The shooters will have pre-event training on Thursday, to prepare for the air rifle men’s and women’s events, apart from women’s trap. The men’s trap and rapid fire pistol will also be starting on Friday, with the finals scheduled for Saturday.

It will be a fresh start from zero with new rules and new events for India, as it hosts the first shooting World Cup of the season at the Dr. Karni Singh Range, Tughlakabad, here.

The start will be from scratch for the host as it had a rare experience of not winning a medal in the Olympics in Rio, for the first time in four editions. After the silver by Rajyavardhan Rathore in Athens in 2004, gold by Abhinav Bindra in Beijing in 2008 and two medals, a silver by Vijay Kumar and a bronze by Gagan Narang in London in 2012, the expectations were high on the dozen Indian shooters who made it to Brazil.

Of course, Jitu Rai had wiped the disappointment partially by winning the free pistol silver in the World Cup Final in Bologna, where he also emerged the Champion of Champions in pistol.

Jitu, who finished eighth in air pistol and 12th in free pistol in the Olympics, had also accounted for two of the four World Cup medals won by India last year. He had won the free pistol gold and air pistol silver. Two other silver medals had been won by Mairaj Ahmad Khan in skeet and rifle 3-position by Sanjeev Rajput who incidentally won the Olympic quota but could not gain selection for Rio.

With the 50-metre free pistol event all set to go out of the Olympic programme, Jitu, with Asian Games gold and World Championship silver in his collection, may have to bank heavily on the 10-metre air pistol to deliver the elusive Olympic medal in Tokyo. He, however, gets a chance to shoot in the mixed doubles event, which will be put to test in the World Cup here.

The shooters will have pre-event training on Thursday, to prepare for the air rifle men’s and women’s events, apart from women’s trap.

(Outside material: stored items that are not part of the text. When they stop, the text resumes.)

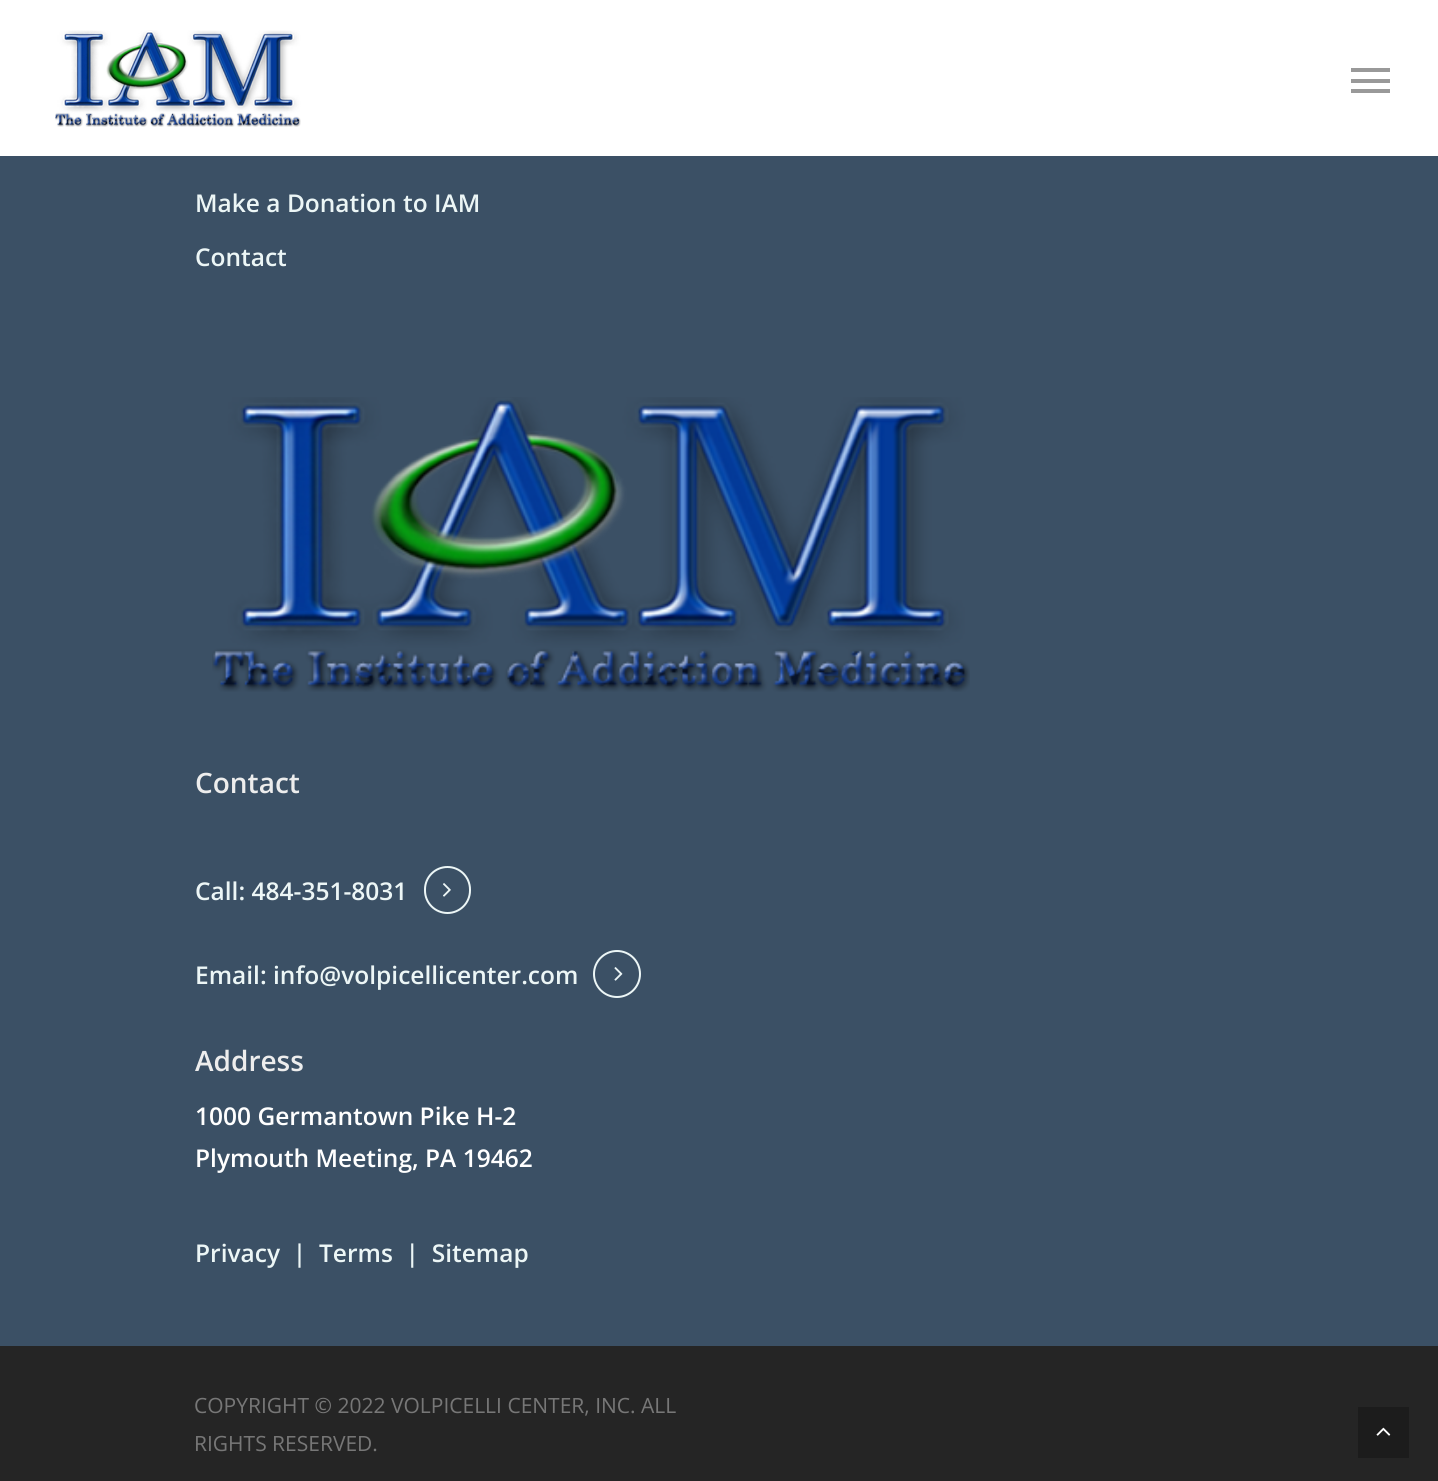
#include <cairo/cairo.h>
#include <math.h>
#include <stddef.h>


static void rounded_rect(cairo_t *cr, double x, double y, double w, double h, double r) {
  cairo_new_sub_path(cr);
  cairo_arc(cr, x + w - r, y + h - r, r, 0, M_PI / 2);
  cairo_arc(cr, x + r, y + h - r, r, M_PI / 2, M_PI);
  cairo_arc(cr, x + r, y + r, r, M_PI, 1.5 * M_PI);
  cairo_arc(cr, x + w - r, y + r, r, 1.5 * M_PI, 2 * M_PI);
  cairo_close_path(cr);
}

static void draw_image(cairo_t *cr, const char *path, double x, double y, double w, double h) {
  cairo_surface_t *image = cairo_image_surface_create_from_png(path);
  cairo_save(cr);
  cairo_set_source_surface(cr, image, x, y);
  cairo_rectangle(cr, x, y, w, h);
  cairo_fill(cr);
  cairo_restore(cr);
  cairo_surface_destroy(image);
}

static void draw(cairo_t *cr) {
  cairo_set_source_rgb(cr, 37 / 255.0, 37 / 255.0, 37 / 255.0);
  cairo_paint(cr);
  cairo_set_source_rgb(cr, 1, 1, 1);
  cairo_rectangle(cr, 0, 0, 1438, 156);
  cairo_fill(cr);
  draw_image(cr, "images/1.png", 55, 30, 246, 97);
  cairo_set_source_rgb(cr, 153 / 255.0, 153 / 255.0, 153 / 255.0);
  cairo_rectangle(cr, 1351, 68, 39, 4);
  cairo_fill(cr);
  cairo_rectangle(cr, 1351, 89, 39, 4);
  cairo_fill(cr);
  cairo_rectangle(cr, 1351, 79, 39, 4);
  cairo_fill(cr);
  cairo_set_source_rgb(cr, 59 / 255.0, 80 / 255.0, 101 / 255.0);
  cairo_rectangle(cr, 0, 156, 1438, 1190);
  cairo_fill(cr);
  draw_image(cr, "images/2.png", 212, 397, 758, 295);
  draw_image(cr, "images/3.png", 443, 883, 8, 14);
  rounded_rect(cr, 425, 867, 45, 46, 22.5);
  cairo_set_source_rgb(cr, 236 / 255.0, 246 / 255.0, 246 / 255.0);
  cairo_stroke(cr);
  draw_image(cr, "images/4.png", 614, 967, 9, 14);
  cairo_arc(cr, 617, 974, 23, 0, 2 * M_PI);
  cairo_stroke(cr);
  cairo_set_source_rgb(cr, 28 / 255.0, 28 / 255.0, 28 / 255.0);
  cairo_rectangle(cr, 1358, 1407, 51, 51);
  cairo_fill(cr);
  draw_image(cr, "images/5.png", 1376, 1427, 15, 9);
  cairo_select_font_face(cr, "Open Sans SemiBold", CAIRO_FONT_SLANT_NORMAL, CAIRO_FONT_WEIGHT_NORMAL);
  cairo_set_font_size(cr, 24.5);
  cairo_set_source_rgb(cr, 236 / 255.0, 246 / 255.0, 246 / 255.0);
  cairo_move_to(cr, 195, 212);
  cairo_show_text(cr, "Make a Donation to IAM");
  cairo_move_to(cr, 195, 266);
  cairo_show_text(cr, "Contact");
  cairo_set_font_size(cr, 28);
  cairo_set_source_rgb(cr, 237 / 255.0, 237 / 255.0, 237 / 255.0);
  cairo_move_to(cr, 195, 793);
  cairo_show_text(cr, "Contact");
  cairo_set_font_size(cr, 24.5);
  cairo_set_source_rgb(cr, 236 / 255.0, 246 / 255.0, 246 / 255.0);
  cairo_move_to(cr, 195, 900);
  cairo_show_text(cr, "Call: 484-351-8031");
  cairo_move_to(cr, 195, 984);
  cairo_show_text(cr, "Email: info@volpicellicenter.com");
  cairo_set_font_size(cr, 28);
  cairo_set_source_rgb(cr, 237 / 255.0, 237 / 255.0, 237 / 255.0);
  cairo_move_to(cr, 195, 1071);
  cairo_show_text(cr, "Address");
  cairo_set_font_size(cr, 24.5);
  cairo_set_source_rgb(cr, 1, 1, 1);
  cairo_move_to(cr, 195, 1125);
  cairo_show_text(cr, "1000 Germantown Pike H-2");
  cairo_move_to(cr, 195, 1167);
  cairo_show_text(cr, "Plymouth Meeting, PA 19462");
  cairo_set_source_rgb(cr, 236 / 255.0, 246 / 255.0, 246 / 255.0);
  cairo_move_to(cr, 195, 1262);
  cairo_show_text(cr, "Privacy  |  Terms  |  Sitemap");
  cairo_select_font_face(cr, "Open Sans", CAIRO_FONT_SLANT_NORMAL, CAIRO_FONT_WEIGHT_NORMAL);
  cairo_set_font_size(cr, 21);
  cairo_set_source_rgb(cr, 119 / 255.0, 119 / 255.0, 119 / 255.0);
  cairo_move_to(cr, 194, 1413);
  cairo_show_text(cr, "COPYRIGHT © 2022 VOLPICELLI CENTER, INC. ALL");
  cairo_move_to(cr, 194, 1451);
  cairo_show_text(cr, "RIGHTS RESERVED.");
}

int main(void) {
  cairo_surface_t *surface = cairo_image_surface_create(CAIRO_FORMAT_RGB24, 1438, 1481);
  cairo_t *cr = cairo_create(surface);
  cairo_font_options_t *options = cairo_font_options_create();
  cairo_font_options_set_hint_metrics(options, CAIRO_HINT_METRICS_OFF);
  cairo_font_options_set_hint_style(options, CAIRO_HINT_STYLE_NONE);
  cairo_set_font_options(cr, options);
  cairo_set_miter_limit(cr, 4);
  draw(cr);
  cairo_surface_write_to_png(surface, "out.png");
  cairo_font_options_destroy(options);
  cairo_destroy(cr);
  cairo_surface_destroy(surface);
  return 0;
}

The men’s trap and rapid fire pistol will also be starting on Friday, with the finals scheduled for Saturday.

Like in the Olympics when Sakshi Malik in wrestling and P.V. Sindhu in badminton saved the blushes for India with the only bronze and silver medals in Rio, it could be the women calling the shots at least for a start.

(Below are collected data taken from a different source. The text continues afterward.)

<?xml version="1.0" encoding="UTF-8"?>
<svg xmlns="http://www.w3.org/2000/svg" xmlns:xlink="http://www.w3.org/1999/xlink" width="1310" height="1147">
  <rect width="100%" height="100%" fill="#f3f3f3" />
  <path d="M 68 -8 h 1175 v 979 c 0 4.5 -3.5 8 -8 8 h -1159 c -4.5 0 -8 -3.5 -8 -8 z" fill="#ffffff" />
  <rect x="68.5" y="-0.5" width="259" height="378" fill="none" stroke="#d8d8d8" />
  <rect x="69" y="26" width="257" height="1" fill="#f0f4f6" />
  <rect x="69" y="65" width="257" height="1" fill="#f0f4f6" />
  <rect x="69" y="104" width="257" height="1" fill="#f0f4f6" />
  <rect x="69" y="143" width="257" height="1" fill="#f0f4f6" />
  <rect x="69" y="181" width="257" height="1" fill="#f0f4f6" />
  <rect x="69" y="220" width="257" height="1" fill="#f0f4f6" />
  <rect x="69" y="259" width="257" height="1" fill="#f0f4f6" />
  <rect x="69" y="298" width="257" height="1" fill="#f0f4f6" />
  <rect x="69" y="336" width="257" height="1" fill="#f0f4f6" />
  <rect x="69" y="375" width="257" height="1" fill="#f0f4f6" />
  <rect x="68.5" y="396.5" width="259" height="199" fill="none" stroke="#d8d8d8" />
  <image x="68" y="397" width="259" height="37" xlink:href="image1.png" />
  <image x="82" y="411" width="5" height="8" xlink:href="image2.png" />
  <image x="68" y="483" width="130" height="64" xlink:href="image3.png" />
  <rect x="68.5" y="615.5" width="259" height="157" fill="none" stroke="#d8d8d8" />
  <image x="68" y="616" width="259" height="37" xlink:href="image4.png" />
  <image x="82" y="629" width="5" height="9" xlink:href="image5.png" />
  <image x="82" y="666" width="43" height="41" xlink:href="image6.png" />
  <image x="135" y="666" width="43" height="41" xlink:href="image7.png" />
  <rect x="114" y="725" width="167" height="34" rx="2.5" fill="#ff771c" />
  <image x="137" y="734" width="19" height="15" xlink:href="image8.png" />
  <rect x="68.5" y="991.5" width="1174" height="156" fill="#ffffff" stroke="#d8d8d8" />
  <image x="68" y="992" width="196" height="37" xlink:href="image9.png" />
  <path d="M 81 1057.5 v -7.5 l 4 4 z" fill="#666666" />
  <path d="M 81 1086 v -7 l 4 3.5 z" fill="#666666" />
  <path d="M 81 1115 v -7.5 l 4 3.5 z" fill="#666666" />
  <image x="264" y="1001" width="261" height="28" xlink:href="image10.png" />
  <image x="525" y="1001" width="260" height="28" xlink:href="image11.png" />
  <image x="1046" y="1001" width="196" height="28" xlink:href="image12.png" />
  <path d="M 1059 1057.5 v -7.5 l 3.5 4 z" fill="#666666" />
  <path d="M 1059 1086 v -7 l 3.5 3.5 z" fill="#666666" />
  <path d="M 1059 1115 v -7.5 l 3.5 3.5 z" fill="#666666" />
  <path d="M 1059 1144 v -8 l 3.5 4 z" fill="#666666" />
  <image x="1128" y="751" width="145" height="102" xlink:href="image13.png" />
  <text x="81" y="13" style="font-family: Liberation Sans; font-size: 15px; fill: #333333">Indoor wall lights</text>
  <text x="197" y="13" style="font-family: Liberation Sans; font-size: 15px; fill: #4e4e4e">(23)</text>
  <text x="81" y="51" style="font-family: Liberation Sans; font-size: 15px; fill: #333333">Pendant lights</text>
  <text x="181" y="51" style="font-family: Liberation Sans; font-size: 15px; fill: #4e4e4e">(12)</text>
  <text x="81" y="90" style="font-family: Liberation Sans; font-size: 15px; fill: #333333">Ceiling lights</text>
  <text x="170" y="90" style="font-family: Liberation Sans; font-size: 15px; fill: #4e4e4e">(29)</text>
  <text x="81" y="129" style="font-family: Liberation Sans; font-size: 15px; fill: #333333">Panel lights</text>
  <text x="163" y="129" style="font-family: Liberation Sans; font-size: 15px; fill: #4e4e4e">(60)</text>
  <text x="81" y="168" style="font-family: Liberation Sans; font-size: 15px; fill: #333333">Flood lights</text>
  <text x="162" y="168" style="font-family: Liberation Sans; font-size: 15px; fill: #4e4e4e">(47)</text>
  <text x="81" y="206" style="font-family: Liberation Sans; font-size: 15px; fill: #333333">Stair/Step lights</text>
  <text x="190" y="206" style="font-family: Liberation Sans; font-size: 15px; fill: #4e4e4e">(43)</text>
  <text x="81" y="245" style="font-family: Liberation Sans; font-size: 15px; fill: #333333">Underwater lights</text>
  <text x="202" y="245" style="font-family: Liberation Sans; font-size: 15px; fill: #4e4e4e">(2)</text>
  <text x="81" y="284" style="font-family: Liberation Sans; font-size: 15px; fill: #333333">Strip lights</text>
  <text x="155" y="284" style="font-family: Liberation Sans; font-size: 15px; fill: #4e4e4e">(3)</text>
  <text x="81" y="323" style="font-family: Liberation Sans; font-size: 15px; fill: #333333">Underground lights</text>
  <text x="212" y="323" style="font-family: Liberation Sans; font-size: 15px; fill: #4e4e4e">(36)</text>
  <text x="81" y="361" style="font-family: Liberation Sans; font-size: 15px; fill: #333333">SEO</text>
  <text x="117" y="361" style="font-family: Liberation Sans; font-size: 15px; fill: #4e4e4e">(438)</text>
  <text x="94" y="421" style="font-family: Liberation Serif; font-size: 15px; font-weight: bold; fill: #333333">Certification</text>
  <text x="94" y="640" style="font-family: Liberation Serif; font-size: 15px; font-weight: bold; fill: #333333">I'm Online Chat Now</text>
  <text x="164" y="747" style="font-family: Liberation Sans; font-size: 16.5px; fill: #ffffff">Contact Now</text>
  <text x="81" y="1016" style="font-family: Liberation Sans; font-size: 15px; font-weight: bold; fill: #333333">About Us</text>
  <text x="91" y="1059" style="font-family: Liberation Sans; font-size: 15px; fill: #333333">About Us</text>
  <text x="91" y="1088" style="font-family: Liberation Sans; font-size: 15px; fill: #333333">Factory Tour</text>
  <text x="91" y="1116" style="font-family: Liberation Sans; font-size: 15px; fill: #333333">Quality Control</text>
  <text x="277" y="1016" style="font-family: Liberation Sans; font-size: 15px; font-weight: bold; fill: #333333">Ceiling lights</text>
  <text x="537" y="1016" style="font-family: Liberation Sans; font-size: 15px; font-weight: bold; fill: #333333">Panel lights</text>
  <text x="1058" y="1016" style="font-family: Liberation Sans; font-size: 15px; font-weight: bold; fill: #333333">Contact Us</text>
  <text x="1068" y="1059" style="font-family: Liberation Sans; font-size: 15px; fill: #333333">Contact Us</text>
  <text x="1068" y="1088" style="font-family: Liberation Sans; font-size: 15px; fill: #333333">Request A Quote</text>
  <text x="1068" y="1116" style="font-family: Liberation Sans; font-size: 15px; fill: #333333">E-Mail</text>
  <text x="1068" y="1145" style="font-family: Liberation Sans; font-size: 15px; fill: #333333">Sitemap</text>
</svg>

The World University champion Vinita Bhardwaj, former Asian champion Pooja Ghatkar and Meghana Sajjanar, who dominated the Intershoot international competition recently in the Netherlands with four gold medals, could give a strong start for India in women’s air rifle.

The men’s team of Ravi Kumar, Deepk Kumar and Satyendra Singh looks relatively unknown, in comparison, though they are all capable shooters who may not have established their names like Gagan Narang or Abhinav Bindra.

Meanwhile, the finals will henceforth be elaborate affairs and the ISSF has done away with the semifinals and retained the progressive elimination format.

The 10-metre and 50-metre events will have five shots each at the start, instead of three. The gold and silver medallists will be shooting 24 shots in all instead of 20. The rifle 3-position event will not see any change.

The women’s 25-metre sports pistol will be like the men’s rapid fire pistol, with the elimination starting after four series of five shots. The shotgun events could be really taxing for both the shooters and the spectators.

The trap final will decide the gold after 50 shots, in the progressive elimination format, with the first elimination happening at 25. In double trap, the elimination will start after 15 doubles, and the gold will be decided after 40 doubles, which is 80 birds!

In skeet, the elimination will start at 20 and the gold will be decided after 60 birds. Most of the best will be seen in action, at least in the MQS section. It will be a challenge for the Indian shooters to capitalise on the event at home, even though the challenge will be stiff from 49 other countries, so that they have a good start in their bid to make the season ending competition, featuring the top-10 shooters in each event in the World Cup Finals to be staged at the same venue in October.

For a change, the focus will be on the new faces who are keen to establish themselves in Indian shooting, and gun for glory in Tokyo!